Migration from LUBW/NAZKA ChatBot KarlA
Analyzed dataset from LUBW
Extracted chatbot signatures for intents and responses
Extracted data from plants, animals and Rheinauen" area
Intents also relate to access to current whether conditions and environmental data.
Initial decoding and routing implemented in python. Input matching with rapidfuzz (text matchin library). Fallback to remote LLM if required. Options for vector-search but initial version with BM25 not very helpfull. Future test with bge-m3 pending (vectors from intent samples already generated).
- tiere_pflanzen_auen.json: knowledge base. dataset for animals, plants and some Rheinauen types.
- intents.json: intents with sample texts and utterance (if any)

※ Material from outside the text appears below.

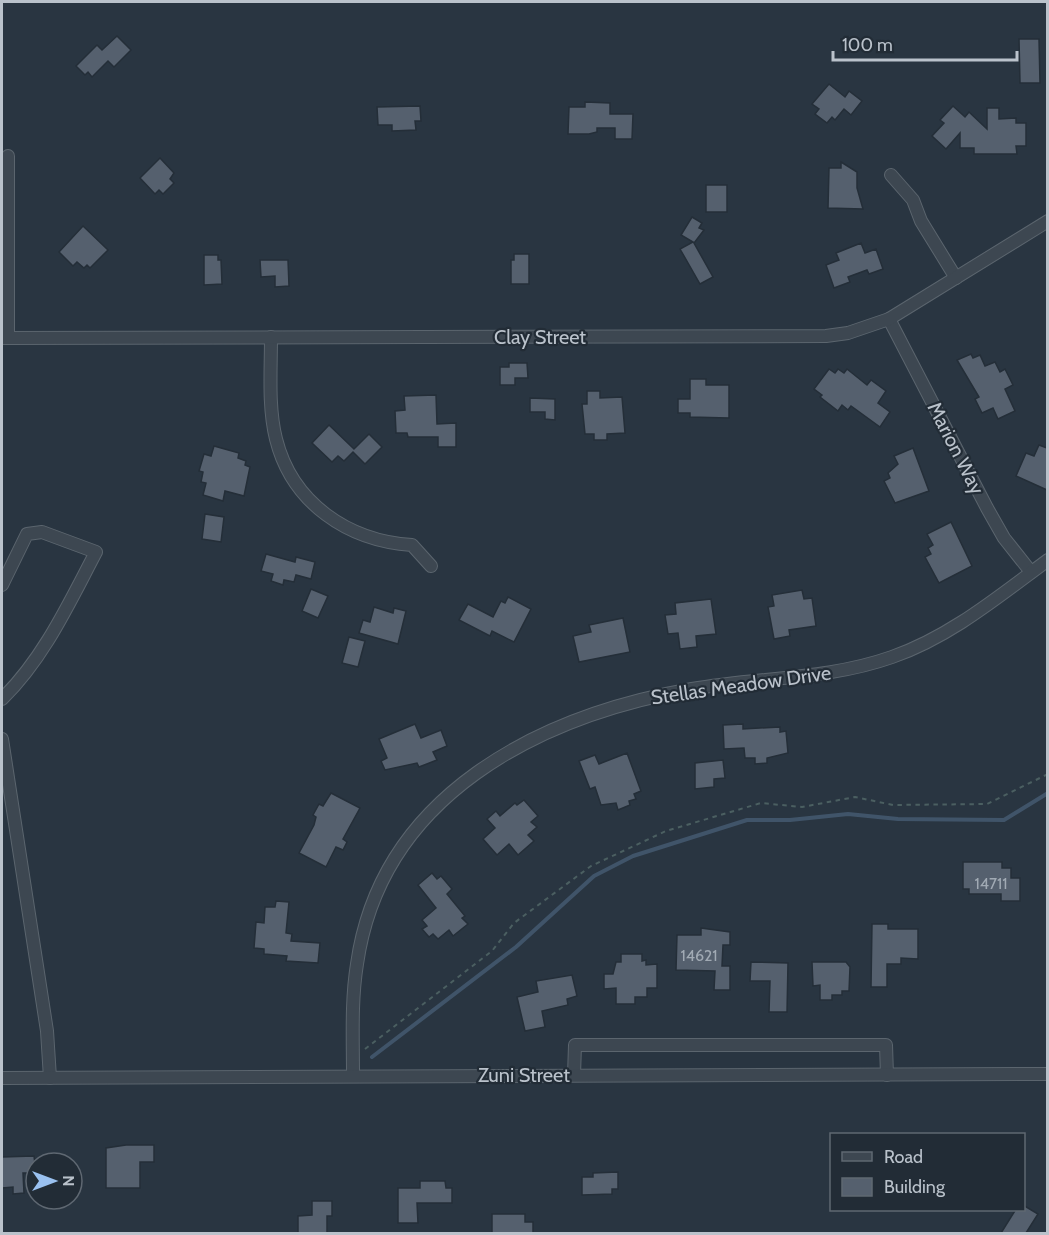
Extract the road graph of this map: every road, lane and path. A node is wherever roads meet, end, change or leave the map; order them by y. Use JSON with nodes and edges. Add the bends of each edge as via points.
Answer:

- intent_vectors.json: vectorized (bge-m3 embeddings) text samples and corresponding intent_id. Needs git lfs
- tagsAndInstructions.json: additional info for original bot decoding and routing
- pflanzenKeys.json: Parameters for plant descriptions
- tiereKeys.json: Parameters for animal descriptions
- taskList.json: decoded signatures. if utter is present, it should be used as response. Otherwise, intent should either start with tp_, tiere_, pflanzen_ which should then address the data from the corresponding types (or both), or with wetter or messdaten. Reference to the few Rheinauen datasets has to be defined still.
512*512, generated by flux-1-schnell.
Create vector embedding for all intent texts. Setup database with vectors, full text and intent names. Test chatbot response to arbitrary requests.
Add data access to whether conditions, environmental data, Wikidata images and audio files, Source to be found, probably from NAZKA, or https://www.museumfuernaturkunde.berlin/de/forschung/tierstimmenarchiv. MP3 files were missing in input dataset.